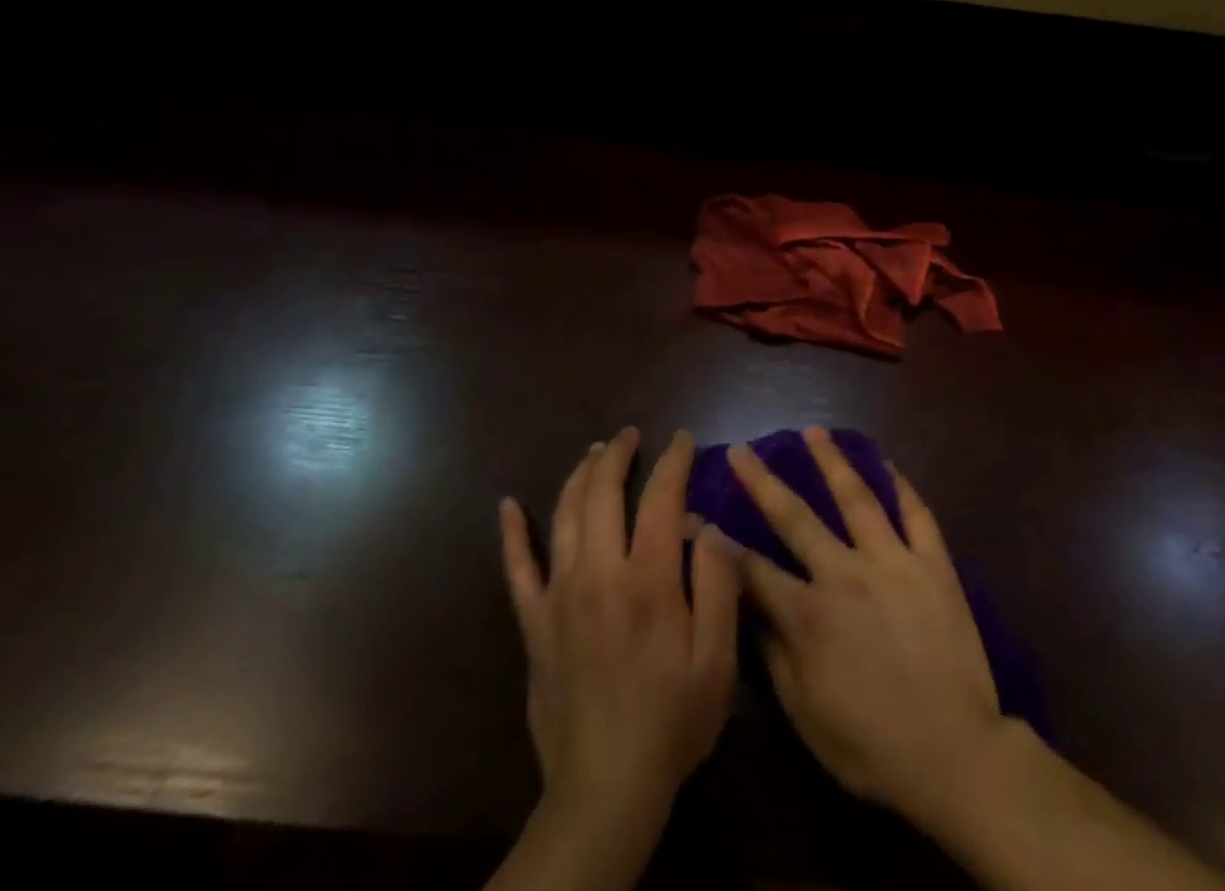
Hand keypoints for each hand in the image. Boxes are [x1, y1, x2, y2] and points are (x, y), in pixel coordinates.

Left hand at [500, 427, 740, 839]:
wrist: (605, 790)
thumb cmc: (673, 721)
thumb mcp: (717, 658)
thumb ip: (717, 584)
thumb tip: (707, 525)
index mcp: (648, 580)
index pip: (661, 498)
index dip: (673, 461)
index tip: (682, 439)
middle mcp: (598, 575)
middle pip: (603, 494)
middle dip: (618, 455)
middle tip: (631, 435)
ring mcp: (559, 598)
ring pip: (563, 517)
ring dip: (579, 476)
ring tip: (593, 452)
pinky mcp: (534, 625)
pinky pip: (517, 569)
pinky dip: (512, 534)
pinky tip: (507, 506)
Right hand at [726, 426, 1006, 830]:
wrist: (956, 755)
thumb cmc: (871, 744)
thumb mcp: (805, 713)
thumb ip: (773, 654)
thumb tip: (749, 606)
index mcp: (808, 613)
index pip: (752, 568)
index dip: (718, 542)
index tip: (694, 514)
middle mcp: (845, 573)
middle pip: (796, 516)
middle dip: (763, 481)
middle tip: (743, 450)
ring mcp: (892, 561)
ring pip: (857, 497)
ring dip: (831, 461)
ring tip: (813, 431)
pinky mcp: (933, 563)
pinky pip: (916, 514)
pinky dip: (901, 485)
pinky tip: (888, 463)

★ ★ ★

AIM OF THE TASK = Copy every line above word for word and exclude the pictures.

ANSWER SPACE =
Hand keypoints for each hand in the image. Boxes are [x1, y1, x2, y2] and points are (x, y), in pixel coordinates.

Left hand at [500, 427, 740, 839]:
wrist: (605, 790)
thumb cmc: (673, 721)
thumb mcp: (717, 658)
thumb ip: (717, 584)
thumb tip: (707, 525)
index mcp: (648, 580)
index pip: (661, 498)
index dip: (673, 461)
index tip: (682, 439)
middle mcp: (598, 575)
middle pip: (603, 494)
middle dip: (618, 455)
middle tip: (631, 435)
ring mcp: (559, 598)
ring pip: (563, 517)
ring dip: (579, 476)
ring tip: (593, 452)
pinky mcp: (534, 625)
pinky pip: (517, 569)
pinky dip: (512, 534)
pinky tip: (507, 506)
Right hand at [726, 426, 1006, 830]:
wrist: (956, 755)
thumb cmc: (871, 744)
thumb mcp: (805, 713)
thumb ip: (773, 654)
thumb tip: (749, 606)
index mcp: (808, 613)
index pip: (752, 568)
index dip: (718, 542)
index tip: (694, 514)
middle mcp: (845, 573)
middle pip: (796, 516)
middle dip: (763, 481)
middle tip: (743, 450)
ring mcp: (892, 561)
ring pip: (857, 497)
ring dip: (831, 461)
ring tip: (813, 431)
pinky mcp: (933, 563)
pinky pip: (916, 514)
pinky dip: (901, 485)
pinky tip: (888, 463)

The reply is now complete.